(Source material Opens)

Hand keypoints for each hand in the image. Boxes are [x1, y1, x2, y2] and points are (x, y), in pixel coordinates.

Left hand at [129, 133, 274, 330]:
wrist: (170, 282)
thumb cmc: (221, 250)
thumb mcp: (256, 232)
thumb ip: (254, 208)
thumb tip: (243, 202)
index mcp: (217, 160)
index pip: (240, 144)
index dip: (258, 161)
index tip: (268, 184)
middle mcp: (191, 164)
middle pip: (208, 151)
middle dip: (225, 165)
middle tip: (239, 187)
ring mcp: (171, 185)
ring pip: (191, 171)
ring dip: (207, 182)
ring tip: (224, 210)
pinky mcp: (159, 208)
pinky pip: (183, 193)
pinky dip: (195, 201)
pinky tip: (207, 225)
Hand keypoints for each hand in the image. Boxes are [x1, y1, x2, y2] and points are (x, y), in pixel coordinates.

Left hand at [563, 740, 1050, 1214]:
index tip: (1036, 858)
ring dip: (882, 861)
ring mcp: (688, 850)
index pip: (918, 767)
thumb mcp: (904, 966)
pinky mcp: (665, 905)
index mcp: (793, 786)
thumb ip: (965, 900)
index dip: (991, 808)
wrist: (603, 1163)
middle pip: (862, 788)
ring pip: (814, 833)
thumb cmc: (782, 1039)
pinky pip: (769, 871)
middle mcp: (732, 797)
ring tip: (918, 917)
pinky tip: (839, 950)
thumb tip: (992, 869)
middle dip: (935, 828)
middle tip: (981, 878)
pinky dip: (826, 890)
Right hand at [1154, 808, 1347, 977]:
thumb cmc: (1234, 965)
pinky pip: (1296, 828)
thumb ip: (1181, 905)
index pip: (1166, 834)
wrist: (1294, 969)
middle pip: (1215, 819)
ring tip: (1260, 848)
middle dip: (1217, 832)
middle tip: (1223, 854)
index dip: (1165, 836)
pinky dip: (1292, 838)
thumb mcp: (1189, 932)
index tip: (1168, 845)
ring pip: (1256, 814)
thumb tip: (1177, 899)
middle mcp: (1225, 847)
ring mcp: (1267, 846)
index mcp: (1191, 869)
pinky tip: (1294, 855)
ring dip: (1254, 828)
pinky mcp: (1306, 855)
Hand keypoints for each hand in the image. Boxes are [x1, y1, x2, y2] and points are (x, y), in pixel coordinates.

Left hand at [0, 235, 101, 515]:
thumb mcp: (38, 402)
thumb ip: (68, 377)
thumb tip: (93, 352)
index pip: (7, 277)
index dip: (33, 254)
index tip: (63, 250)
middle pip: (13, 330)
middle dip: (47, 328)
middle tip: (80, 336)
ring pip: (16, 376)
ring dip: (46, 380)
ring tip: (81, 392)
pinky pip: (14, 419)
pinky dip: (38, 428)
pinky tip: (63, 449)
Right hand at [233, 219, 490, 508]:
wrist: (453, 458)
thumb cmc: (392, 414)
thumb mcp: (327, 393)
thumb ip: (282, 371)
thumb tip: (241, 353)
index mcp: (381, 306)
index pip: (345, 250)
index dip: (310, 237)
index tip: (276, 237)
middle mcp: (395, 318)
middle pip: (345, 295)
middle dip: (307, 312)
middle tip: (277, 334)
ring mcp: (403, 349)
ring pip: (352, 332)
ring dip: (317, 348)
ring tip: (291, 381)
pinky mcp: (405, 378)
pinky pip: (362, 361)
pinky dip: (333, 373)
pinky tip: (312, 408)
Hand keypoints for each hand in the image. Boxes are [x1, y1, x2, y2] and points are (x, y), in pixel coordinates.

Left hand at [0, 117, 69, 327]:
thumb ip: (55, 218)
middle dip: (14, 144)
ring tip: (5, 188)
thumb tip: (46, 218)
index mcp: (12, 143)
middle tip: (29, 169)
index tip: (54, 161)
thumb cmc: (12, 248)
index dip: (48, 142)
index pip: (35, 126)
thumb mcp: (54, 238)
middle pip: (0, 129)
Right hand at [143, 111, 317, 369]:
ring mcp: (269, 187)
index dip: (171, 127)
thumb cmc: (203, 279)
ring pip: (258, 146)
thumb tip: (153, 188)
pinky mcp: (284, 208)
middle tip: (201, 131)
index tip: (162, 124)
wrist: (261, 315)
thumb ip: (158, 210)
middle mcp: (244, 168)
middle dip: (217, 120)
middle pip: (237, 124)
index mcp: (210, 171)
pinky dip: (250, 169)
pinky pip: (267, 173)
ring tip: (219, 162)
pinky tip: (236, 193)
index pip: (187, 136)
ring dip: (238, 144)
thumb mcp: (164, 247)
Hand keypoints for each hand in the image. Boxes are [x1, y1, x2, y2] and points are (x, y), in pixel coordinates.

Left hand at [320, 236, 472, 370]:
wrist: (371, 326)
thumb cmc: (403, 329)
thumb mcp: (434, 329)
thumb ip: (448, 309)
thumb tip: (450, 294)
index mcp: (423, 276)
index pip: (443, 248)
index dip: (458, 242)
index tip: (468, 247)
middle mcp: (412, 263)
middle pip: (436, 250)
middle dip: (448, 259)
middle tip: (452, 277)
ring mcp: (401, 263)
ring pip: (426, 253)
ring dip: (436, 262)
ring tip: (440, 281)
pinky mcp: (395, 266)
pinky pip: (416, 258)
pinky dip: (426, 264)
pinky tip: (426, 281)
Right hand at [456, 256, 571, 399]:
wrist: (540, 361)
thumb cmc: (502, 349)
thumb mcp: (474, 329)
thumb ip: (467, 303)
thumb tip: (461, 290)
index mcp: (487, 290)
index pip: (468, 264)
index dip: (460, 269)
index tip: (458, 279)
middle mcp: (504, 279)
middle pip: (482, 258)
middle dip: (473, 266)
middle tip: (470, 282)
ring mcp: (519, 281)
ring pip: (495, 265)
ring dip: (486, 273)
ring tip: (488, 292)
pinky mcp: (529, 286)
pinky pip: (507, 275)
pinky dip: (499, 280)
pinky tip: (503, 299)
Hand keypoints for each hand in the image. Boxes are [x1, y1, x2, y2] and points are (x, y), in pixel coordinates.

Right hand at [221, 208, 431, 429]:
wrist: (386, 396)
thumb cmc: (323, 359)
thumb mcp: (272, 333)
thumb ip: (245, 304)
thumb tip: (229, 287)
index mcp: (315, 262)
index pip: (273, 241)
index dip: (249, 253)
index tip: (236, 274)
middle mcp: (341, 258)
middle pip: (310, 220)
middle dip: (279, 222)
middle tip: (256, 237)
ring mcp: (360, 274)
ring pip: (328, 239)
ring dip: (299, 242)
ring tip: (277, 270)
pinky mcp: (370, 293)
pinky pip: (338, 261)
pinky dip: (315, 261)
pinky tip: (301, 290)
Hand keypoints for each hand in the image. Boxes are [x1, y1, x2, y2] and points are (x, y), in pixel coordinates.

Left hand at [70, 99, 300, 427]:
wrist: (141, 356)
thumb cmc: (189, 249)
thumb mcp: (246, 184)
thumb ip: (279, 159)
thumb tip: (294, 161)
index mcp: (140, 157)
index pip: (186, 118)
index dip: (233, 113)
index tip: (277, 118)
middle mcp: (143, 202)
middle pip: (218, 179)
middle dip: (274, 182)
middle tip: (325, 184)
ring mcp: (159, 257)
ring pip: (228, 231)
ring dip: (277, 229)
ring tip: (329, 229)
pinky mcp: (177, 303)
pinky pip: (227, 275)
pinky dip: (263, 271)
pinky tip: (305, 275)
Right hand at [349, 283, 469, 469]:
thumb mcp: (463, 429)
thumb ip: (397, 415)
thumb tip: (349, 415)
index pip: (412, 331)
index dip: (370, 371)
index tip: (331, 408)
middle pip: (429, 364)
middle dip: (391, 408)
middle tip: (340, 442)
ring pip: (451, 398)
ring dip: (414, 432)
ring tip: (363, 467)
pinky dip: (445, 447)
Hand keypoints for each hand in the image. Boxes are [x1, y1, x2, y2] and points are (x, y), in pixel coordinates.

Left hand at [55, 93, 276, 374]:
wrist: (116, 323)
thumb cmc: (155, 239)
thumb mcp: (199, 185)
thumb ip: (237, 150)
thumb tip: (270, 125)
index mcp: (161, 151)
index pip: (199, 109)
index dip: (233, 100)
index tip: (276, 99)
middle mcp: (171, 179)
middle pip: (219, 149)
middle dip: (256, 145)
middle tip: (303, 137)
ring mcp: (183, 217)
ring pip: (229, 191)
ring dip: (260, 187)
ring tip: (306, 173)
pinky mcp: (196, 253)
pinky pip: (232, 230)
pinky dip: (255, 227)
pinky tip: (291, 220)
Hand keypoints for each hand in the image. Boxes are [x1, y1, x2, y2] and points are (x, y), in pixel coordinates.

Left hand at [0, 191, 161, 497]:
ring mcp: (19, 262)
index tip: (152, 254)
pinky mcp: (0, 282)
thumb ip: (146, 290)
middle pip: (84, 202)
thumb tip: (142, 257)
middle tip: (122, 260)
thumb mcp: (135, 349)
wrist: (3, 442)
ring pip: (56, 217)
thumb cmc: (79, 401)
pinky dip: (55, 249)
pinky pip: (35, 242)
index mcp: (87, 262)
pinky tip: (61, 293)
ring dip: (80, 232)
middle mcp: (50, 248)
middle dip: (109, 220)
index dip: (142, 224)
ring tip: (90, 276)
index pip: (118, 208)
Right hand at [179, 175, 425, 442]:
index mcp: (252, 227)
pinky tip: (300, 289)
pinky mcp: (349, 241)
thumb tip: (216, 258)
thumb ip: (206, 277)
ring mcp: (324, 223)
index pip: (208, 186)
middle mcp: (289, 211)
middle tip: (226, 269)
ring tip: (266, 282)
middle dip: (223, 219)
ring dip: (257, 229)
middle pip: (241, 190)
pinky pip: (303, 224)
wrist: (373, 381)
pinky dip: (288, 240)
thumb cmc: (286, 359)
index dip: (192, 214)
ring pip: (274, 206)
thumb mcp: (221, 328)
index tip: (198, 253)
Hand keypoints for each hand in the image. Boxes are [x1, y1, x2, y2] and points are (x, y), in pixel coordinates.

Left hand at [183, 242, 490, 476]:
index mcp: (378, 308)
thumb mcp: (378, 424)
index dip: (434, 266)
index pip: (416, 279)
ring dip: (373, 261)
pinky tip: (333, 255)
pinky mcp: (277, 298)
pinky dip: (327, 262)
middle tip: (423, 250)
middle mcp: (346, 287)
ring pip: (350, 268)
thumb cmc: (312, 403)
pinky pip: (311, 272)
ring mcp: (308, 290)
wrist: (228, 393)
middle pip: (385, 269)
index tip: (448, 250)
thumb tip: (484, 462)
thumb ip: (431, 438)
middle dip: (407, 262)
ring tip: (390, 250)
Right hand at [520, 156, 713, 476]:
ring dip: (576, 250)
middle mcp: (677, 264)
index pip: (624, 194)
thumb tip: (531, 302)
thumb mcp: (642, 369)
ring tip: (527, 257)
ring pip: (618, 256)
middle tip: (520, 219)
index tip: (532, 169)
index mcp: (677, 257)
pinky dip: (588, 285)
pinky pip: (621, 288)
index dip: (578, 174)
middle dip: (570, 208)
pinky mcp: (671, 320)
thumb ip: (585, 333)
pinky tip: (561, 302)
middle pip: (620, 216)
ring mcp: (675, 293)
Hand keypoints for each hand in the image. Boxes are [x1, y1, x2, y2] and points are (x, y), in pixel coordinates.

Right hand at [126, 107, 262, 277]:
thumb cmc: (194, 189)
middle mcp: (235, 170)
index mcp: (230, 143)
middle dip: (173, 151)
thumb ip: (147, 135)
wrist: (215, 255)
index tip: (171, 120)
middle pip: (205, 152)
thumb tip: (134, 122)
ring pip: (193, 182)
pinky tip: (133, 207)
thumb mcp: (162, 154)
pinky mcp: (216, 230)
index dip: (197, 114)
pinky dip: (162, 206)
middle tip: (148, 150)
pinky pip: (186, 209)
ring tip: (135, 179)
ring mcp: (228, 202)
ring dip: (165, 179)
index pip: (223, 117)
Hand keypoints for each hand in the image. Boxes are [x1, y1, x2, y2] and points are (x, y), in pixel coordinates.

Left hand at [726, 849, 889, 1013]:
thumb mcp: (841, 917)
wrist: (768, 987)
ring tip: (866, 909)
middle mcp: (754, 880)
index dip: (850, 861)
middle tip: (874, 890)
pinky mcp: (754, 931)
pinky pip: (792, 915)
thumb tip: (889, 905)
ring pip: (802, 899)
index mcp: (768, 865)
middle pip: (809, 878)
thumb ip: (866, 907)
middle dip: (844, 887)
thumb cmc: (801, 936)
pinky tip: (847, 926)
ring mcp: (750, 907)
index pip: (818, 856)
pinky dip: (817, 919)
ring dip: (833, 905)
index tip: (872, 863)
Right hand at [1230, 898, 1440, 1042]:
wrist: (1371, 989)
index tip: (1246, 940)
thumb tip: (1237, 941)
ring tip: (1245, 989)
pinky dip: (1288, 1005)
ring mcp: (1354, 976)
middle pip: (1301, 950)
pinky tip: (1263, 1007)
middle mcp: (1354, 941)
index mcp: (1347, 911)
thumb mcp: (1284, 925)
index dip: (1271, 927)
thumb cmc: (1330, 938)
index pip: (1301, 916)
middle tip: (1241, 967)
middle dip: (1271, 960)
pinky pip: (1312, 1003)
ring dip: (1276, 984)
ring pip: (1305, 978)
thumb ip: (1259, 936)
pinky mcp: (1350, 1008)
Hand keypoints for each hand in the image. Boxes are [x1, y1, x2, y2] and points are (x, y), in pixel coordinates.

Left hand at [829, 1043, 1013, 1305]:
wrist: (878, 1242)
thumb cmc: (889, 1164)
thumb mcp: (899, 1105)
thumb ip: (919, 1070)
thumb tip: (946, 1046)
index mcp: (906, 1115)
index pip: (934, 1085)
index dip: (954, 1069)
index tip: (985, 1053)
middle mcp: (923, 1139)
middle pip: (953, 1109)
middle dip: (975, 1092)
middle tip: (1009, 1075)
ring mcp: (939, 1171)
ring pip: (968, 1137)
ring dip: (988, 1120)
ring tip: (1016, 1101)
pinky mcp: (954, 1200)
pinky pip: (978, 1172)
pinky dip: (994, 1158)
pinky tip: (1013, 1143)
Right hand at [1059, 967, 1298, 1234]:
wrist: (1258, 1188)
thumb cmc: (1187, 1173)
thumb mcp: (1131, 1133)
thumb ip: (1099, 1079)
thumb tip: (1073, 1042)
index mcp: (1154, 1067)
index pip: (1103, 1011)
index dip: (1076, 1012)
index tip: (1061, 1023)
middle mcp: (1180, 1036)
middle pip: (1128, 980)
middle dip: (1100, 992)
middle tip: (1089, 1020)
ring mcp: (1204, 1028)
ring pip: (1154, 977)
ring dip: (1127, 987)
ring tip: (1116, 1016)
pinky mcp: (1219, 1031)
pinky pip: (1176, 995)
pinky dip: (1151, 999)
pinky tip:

(Source material Closes)

Your objective:
Return a word-for-word copy of the lines above from the one holding "middle pip: (345, 295)" through the one holding "pinky tip: (312, 408)", with both of them included and nothing besides.

Reply:
middle pip: (345, 295)
middle dip: (307, 312)
middle tip: (277, 334)
ring mcp: (403, 349)
ring pip: (352, 332)
ring dip: (317, 348)
ring tip: (291, 381)
pinky mcp: (405, 378)
pinky pip: (362, 361)
pinky dip: (333, 373)
pinky tip: (312, 408)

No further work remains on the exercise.